Let me give just one example, the one currently on all of our minds this month: the politics of elections. 

Before the advent of social media, the average voter would consume various kinds of media as a resource to inform their vote. They might talk with their family or friends. If they were highly active in politics they might attend town hall meetings or march in parades or canvass neighborhoods or lick stamps for campaign mailings. But before rise of Facebook and Twitter, their politics was still largely private.

Suddenly, with the arrival of social media, voters now had a venue not only to share their political perspectives more freely with a wider audience, but to do so in quasi-public ways. It doesn't take very long with the rise of new media for a shift to take place from I can share my thoughts on social media to I MUST share my thoughts on social media.

We see this at the height of this election cycle. Many Facebook posts the last few weeks have started: Although I have been largely silent about the presidential elections, but now, in these latter days, I feel like I must speak out.

Then, they start writing. Sometimes the posts are long. They're confessional in nature, searching, honest, journalistic, exploratory. But they are decidedly public. Many women's voices have emerged recently, and are of particular interest, because they are truly finding their voice in a public context. 

In the meantime, people's religious views inevitably inform their politics. But because the majority of the religious have at best a few private devotional practices in place as resources to fund their imaginations, what you watch is the emergence of a religio-political discourse largely un-formed by the traditional resources of public theology. 

In particular, the critical tools theologians learn and apply to spell out arguments are mostly lacking, and instead popular forms of piety shape the discourse.

It could also be said, and probably should be said, that since politics was for a long time also private, the average person finding their voice on social media is likely to apply their private political devotional practices as the resource most familiar to them as they find their voice.

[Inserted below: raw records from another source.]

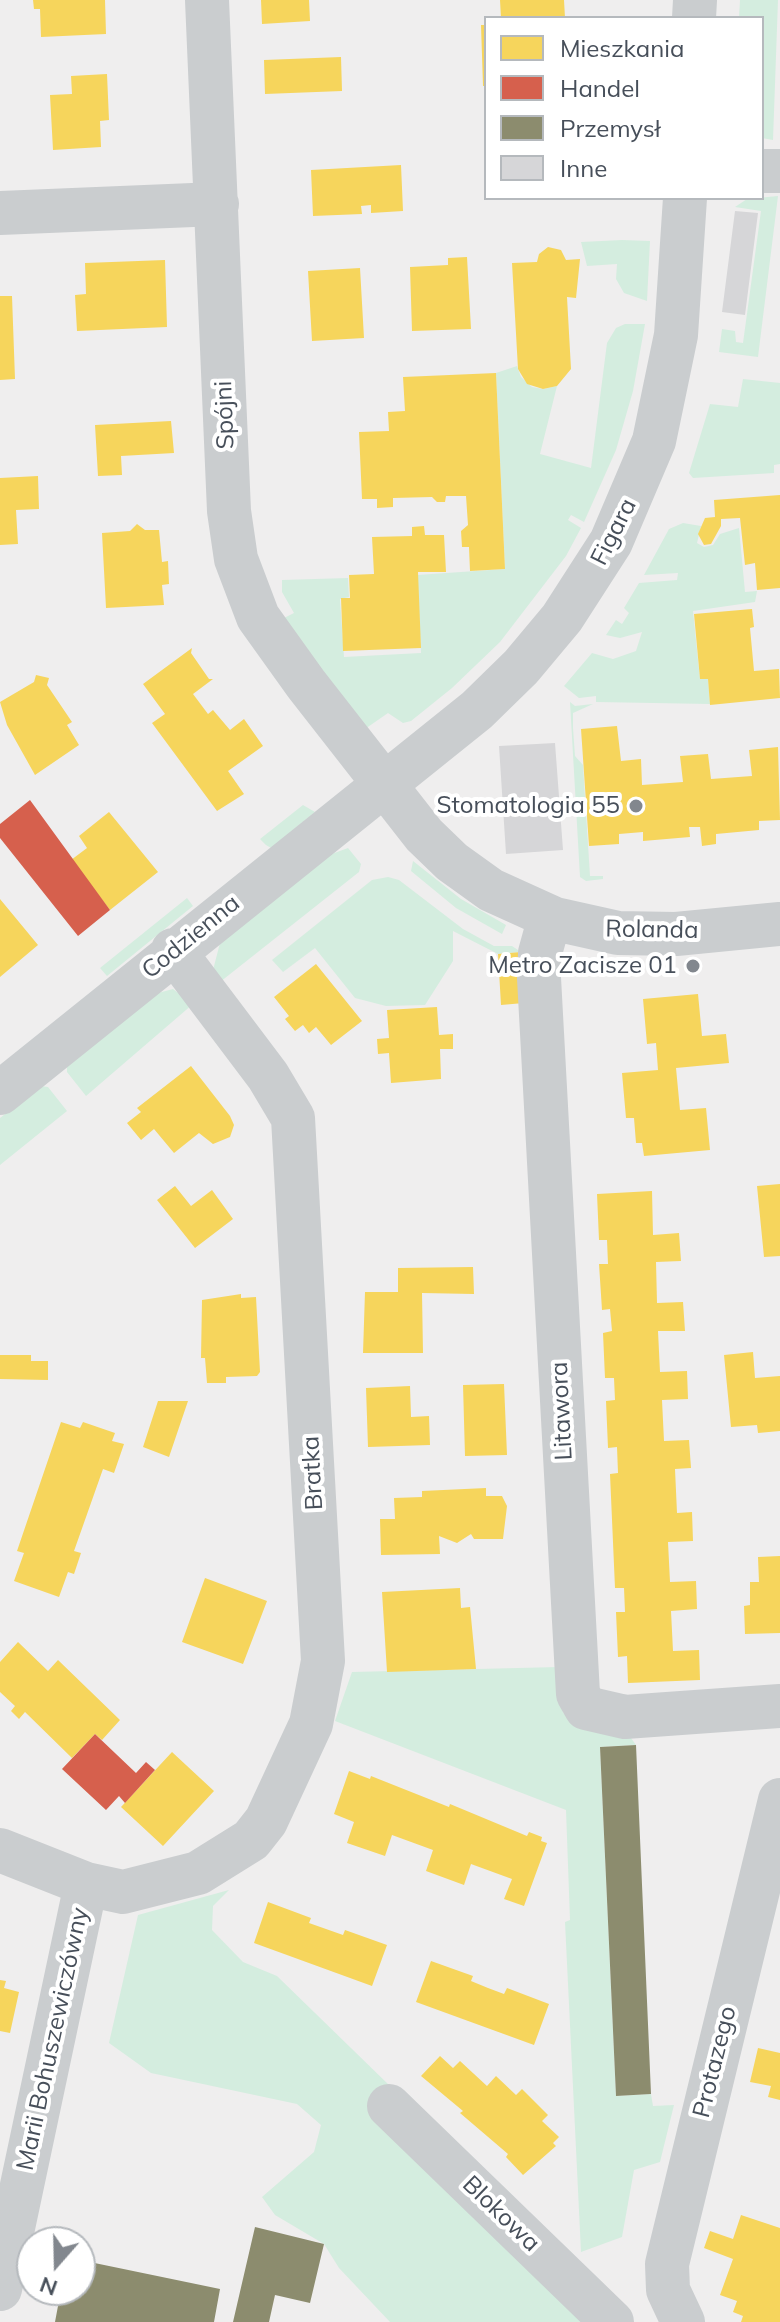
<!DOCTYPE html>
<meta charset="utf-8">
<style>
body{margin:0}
#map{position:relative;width:780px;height:2322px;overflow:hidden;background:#efeeee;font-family:Mulish,sans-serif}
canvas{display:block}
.legend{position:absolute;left:484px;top:16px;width:280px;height:184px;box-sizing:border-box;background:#fff;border:2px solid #b5b9bd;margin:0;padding:10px 14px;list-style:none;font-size:24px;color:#474f5a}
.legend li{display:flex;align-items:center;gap:16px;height:40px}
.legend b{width:40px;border:2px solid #b5b9bd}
.north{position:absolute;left:16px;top:2226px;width:80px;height:80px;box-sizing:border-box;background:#fff;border:2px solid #b5b9bd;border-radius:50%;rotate:200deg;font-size:22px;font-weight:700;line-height:32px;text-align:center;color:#474f5a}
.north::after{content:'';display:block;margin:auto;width:28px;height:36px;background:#82878e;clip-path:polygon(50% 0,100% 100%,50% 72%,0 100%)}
</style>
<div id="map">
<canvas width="780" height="2322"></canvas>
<ul class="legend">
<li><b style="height:22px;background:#f6d55c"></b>Mieszkania</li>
<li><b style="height:22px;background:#d6604d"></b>Handel</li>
<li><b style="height:22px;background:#8c8c6e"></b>Przemysł</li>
<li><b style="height:22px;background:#d6d6d8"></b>Inne</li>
</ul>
<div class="north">N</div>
</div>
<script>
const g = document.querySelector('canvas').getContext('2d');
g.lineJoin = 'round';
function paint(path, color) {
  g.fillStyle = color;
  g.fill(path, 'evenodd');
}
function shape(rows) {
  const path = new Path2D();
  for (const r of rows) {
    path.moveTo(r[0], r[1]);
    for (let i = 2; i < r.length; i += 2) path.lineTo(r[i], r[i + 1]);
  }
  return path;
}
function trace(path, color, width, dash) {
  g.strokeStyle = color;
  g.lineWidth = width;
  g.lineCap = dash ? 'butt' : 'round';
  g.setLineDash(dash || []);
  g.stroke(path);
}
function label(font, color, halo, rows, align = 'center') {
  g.font = font + ' Mulish,sans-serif';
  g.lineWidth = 8;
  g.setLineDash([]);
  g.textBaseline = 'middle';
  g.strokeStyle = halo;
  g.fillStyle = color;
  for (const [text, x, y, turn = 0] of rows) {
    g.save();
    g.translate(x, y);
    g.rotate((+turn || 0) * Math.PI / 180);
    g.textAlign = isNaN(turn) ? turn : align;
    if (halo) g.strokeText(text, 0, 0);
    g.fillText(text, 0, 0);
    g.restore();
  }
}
const green = shape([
 [740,0,778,0,773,140,762,138,762,18,739,18],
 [778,196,758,357,719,352,722,329,735,331,736,342,743,343,761,211,735,207,747,199],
 [622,240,650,241,647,301,624,293,616,279,617,264,587,266,581,242],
 [625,324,645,324,633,391,616,450,584,522,571,515,568,520,581,528,566,556,500,642,452,688,411,721,403,723,388,713,365,729,284,618,294,613,282,592,282,580,348,578,349,597,340,599,344,657,421,653,417,575,505,569,496,373,517,366,521,377,532,387,543,389,557,386,540,454,591,468,607,343,616,328],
 [743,379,780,383,780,464,774,465,774,473,693,478,689,473,710,404,738,407],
 [683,523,701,526,697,543,704,547,713,545,720,534,739,528,745,592,757,591,755,602,693,611,700,679,708,678,710,704,596,702,596,696,579,698,564,686,592,653,613,659,636,651,642,632,620,638,606,635,616,620,622,624,629,613,624,608,639,583,677,580,678,573,644,575,669,529],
 [570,702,575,706,593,704,573,713,573,728,575,756,583,765,590,876,603,876,603,879,586,881,580,877],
 [303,805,315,812,271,848,266,845,260,839],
 [348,848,361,864,359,872,220,982,213,970,220,943,329,855],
 [413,861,461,899,506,925,502,934,456,908,411,871],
 [388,877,399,880,463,929,494,946,512,946,521,952,498,954,453,931,453,961,425,1005,386,1006,355,998,315,948,283,972,272,960,372,880],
 [187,898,193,906,107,976,100,968],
 [173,989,193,1004,86,1096,67,1072,67,1066,158,993],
 [41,1086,48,1087,67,1111,0,1165,0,1118],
 [559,1667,563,1713,626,1731,636,1745,600,1747,616,2096,651,2094,653,2106,674,2105,660,2162,634,2170,622,2237,581,2252,565,1922,570,1920,566,1810,335,1721,352,1672],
 [229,1890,213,1906,212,1930,243,1962,277,1976,389,2085,595,2322,390,2322,339,2268,324,2244,275,2215,262,2197,314,2152,321,2125,297,2104,151,2073,109,2043,138,1915]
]);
const homes = shape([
 [33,0,105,0,106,34,41,37,40,9,34,9],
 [261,0,309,0,310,21,262,24],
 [500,0,564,0,565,18,501,18],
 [481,25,486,25,486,86,483,86],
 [341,57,342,91,265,94,264,60],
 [107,74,109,120,100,121,101,147,53,150,50,95,72,94,71,76],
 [401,165,403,211,371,213,371,205,361,206,362,214,313,216,311,170],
 [548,247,561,250,566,260,580,259,576,298,567,297,571,369,557,386,543,389,527,384,518,369,512,263,537,262,539,254],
 [467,257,471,329,412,331,410,267,448,265,448,258],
 [165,260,167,327,77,331,75,295,86,294,85,263],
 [360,268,364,338,312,341,308,271],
 [0,296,12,296,15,379,0,380],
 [496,373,505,569,470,571,469,547,462,547,461,531,468,525,466,496,446,496,445,502,437,502,432,497,393,498,393,507,377,508,377,499,362,499,359,432,389,431,388,412,405,411,403,377],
 [171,421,174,453,121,456,122,475,98,476,95,425],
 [38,476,39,509,16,510,18,544,0,545,0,478],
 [780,495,780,588,757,590,755,563,745,565,740,518,721,519,721,526,711,544,704,545,698,534,705,518,715,517,714,500],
 [137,524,145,530,159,530,162,562,168,561,169,584,162,585,164,605,106,608,102,533,130,531],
 [424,526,425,535,444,535,446,572,418,572,421,648,343,651,341,598,350,598,349,575,374,574,372,537,412,536,412,527],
 [752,609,754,627,750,628,754,671,779,669,780,698,710,705,708,679,700,679,694,614],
 [192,648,191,653,209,679,213,679,193,694,208,714,213,710,230,730,244,719,263,746,228,771,244,794,217,811,152,723,165,714,143,684],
 [36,675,49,678,47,685,72,722,67,725,79,745,35,775,7,725,0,702,34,682],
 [617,726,621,761,641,759,642,785,683,782,680,756,708,754,711,779,752,776,749,750,778,747,780,820,759,821,759,830,716,834,716,844,702,846,700,827,689,827,690,837,643,841,643,832,619,834,619,844,589,846,581,729],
 [109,812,158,872,110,910,71,860,87,848,79,836],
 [0,899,38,945,0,977],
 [521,952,524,1003,501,1005,498,954],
 [316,964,362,1021,331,1045,316,1027,309,1033,303,1025,295,1031,285,1019,289,1016,274,997],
 [698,994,702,1036,726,1034,729,1063,676,1068,680,1110,706,1108,710,1150,644,1156,642,1143,636,1143,634,1118,626,1118,622,1073,658,1070,656,1043,647,1044,643,999],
 [437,1007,439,1035,453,1034,453,1049,440,1049,441,1079,391,1083,389,1053,378,1054,377,1039,389,1038,387,1010],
 [191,1066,230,1116,234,1125,230,1137,213,1144,199,1133,174,1153,154,1129,141,1140,127,1123,141,1112,137,1108],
 [780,1184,780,1256,764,1257,757,1186],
 [175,1186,191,1206,212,1190,233,1219,195,1248,157,1200],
 [652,1191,653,1235,679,1233,681,1261,656,1262,657,1303,683,1302,685,1331,658,1331,660,1372,687,1371,688,1399,662,1400,664,1441,689,1440,691,1468,675,1469,677,1513,692,1512,693,1541,668,1542,670,1582,696,1581,697,1609,671,1611,673,1651,699,1650,700,1680,628,1683,627,1656,618,1657,616,1612,625,1612,624,1588,615,1588,610,1474,618,1473,617,1447,608,1448,606,1401,615,1400,614,1378,605,1378,603,1333,612,1331,610,1309,602,1310,599,1264,608,1264,607,1240,599,1240,597,1194],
 [473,1267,474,1294,422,1293,423,1353,363,1353,365,1292,398,1292,398,1268],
 [241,1294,241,1298,256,1297,260,1372,257,1376,226,1377,226,1383,207,1383,205,1358,201,1358,202,1300],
 [753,1352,755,1378,780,1376,780,1431,758,1433,757,1425,731,1427,724,1355],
 [0,1355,31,1355,31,1361,48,1361,48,1380,0,1379],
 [504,1384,507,1455,465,1456,463,1385],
 [410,1386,411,1417,429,1416,430,1445,368,1447,366,1388],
 [158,1401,188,1401,169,1457,143,1447],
 [61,1422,80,1428,83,1422,115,1433,112,1441,124,1444,114,1473,103,1469,74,1551,81,1553,74,1574,68,1572,59,1597,14,1581,24,1553,17,1551],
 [486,1488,486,1496,502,1496,507,1506,503,1539,474,1539,471,1534,457,1543,439,1536,440,1554,381,1555,380,1519,395,1519,394,1498,422,1497,422,1491],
 [780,1556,780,1633,745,1634,744,1606,750,1605,750,1582,759,1582,758,1557],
 [205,1578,267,1601,243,1664,182,1642],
 [460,1588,461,1608,470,1607,476,1669,387,1672,382,1592],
 [18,1642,48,1671,58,1660,120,1720,102,1740,95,1734,72,1758,25,1712,19,1719,11,1711,15,1706,0,1692,0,1662],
 [172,1752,214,1791,163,1846,121,1807],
 [349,1771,370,1779,371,1776,449,1807,450,1804,527,1836,529,1832,542,1837,541,1841,547,1843,524,1906,504,1899,512,1879,471,1864,464,1885,426,1871,433,1850,392,1835,385,1856,347,1843,354,1822,334,1814],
 [268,1902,311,1918,309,1923,343,1935,345,1930,387,1945,372,1986,254,1943],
 [431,1961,473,1976,471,1981,488,1988,504,1994,507,1988,549,2004,534,2045,416,2002],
 [0,1980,6,1981,4,1988,19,1992,10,2033,0,2031],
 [758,2048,780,2053,780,2100,768,2097,771,2086,750,2082],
 [440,2056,453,2068,460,2061,487,2086,496,2076,516,2095,522,2089,548,2115,542,2121,559,2137,553,2143,556,2146,523,2175,506,2157,508,2154,460,2113,463,2111,421,2076],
 [741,2215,780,2228,780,2322,741,2322,743,2316,733,2312,737,2301,720,2295,733,2259,704,2248,710,2231,733,2239]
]);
const shops = shape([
 [30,800,110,910,78,936,0,838,0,824],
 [95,1734,136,1773,146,1762,155,1770,125,1803,119,1796,106,1810,62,1769]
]);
const industry = shape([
 [636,1745,651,2094,616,2096,600,1747],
 [255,2227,324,2244,310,2303,275,2295,269,2322,233,2322],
 [80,2260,220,2289,214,2322,55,2322,61,2290,80,2290]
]);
const building = shape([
 [735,211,758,213,745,315,722,312],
 [555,743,563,850,506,854,499,746]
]);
const minor = shape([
 [207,0,229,511,236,559,258,617,306,684,424,835,452,862,491,890,555,919,618,933,676,934,780,924],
 [694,18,695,0],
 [762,171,780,171],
 [0,213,217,204],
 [550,917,540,953,539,978,578,1694,586,1708,625,1717,780,1706],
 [0,1093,477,710,521,667,562,618,611,542,654,441,676,335,685,198],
 [0,1850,86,1884,123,1892,198,1873,251,1840,266,1821,311,1724,323,1661,293,1118,268,1076,173,950],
 [389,2106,612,2322],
 [0,2289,86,1884],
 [683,2322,668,2290,667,2264,780,1800]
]);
const markers = [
 [636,806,8,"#82878e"],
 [693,966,8,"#82878e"]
];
const streetNames = [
 ["Spójni",225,415,-92],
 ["Figara",614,532,-63],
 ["Rolanda",652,930,1],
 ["Codzienna",191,937,-39],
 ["Litawora",562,1411,-93],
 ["Bratka",313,1473,-93],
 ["Marii Bohuszewiczówny",53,2039,-78],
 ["Protazego",715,2062,-76],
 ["Blokowa",501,2214,44]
];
const poiNames = [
 ["Stomatologia 55",620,806],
 ["Metro Zacisze 01",677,966]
];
paint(green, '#d4eddf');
paint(homes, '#f6d55c');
paint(shops, '#d6604d');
paint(industry, '#8c8c6e');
paint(building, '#d6d6d8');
trace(minor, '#cacdcf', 44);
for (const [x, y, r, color] of markers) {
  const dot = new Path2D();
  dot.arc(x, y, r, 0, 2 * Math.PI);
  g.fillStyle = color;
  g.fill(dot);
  trace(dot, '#fff', 3);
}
label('24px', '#474f5a', '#fff', streetNames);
label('24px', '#474f5a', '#fff', poiNames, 'right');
</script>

In this sense, it was absolutely no surprise that singing the National Anthem became one of the hot topics this election cycle: that song, sung as it is at the American liturgy we call football, is the height of private devotion publicly displayed. Changing the devotional practice and doing so in a public venue became a transformational strategy for opening up space for the articulation of a public theology.

It also highlighted the truly post-religious nature of the new social media youth advocacy.


I think we are all just dipping our toes into something radically new. We are watching a blending of private devotion and public theology happen daily, in our own lives, in our own media streams, and our mutual sharing in one another's lives. 

I am not offering a full-blown taxonomy of what is different, or a prescription for how to do it better. Like everybody else, I'm discovering how to do this thing as we go along. But I do think we are learning. We are all discovering our public voice, which is then revealing the depth or superficiality of our private religious devotion because with the tiny exception of those who consider themselves theologians, we are all bringing our private religious devotion to bear as our primary resource for all becoming public theologians together.

Some examples: 

1) I blog. Blogging is the primary place where I engage public theology. But it's very different than a previous era of theologians whose audience was primarily each other and the academy. My audience is you, those of you reading this. So the nature of the public has changed.

2) I post prayers on Facebook. I've found that we need private devotions in our emerging public spaces, and they serve us well there. 

3) I live as a Christian example and pastor in social media, but I also live as a public citizen there. The two blend together, and sometimes this is helpful, and sometimes its a hindrance. Before social media, most of my parishioners wouldn't have known much of what I was up to week to week between Sunday services. Now, many know everything, from our daily routines to my personal opinions. 

4) I find myself wishing I read less stuff on the Internet, and read books more. The biggest potential loss in this era of everybody finding their voice, is the silencing of the books. Books, and the sustained arguments made in books (or the sustained imaginative worlds presented), are perhaps our greatest resource for theology well-articulated and democracy well-lived. We may need a new monasticism, spaces set apart for reading that aren't on-line.

5) I worry about the loss of privacy, and sale of the public. The prognosticators who say we are giving our privacy away are correct. And I am watching in real time as we sell all our public spaces to the highest bidder. The public is a shared common good and not a commodity, and a private life and the space inside it is richness incarnate. The first requires our collective attention to sustain, and the second requires personal vigilance to exercise rightly.

6) That being said, we are no longer going to be able to simply just keep our private theological and political views to ourselves. It was an illusion to ever expect those with a public voice to be capable of neutrality. The desire for a non-biased press or other form of media, though admirable, was in many ways uninspired. A true secular public will allow for the diversity of voices in an intentional plurality that does not erase, but rather highlights and celebrates difference while finding shared resources for public dialogue.

7) The next public theology is going to arrive from the ground up, from the network itself, and in my life, the best living example of this currently is #decolonizeLutheranism, whose first gathering takes place Saturday in Chicago.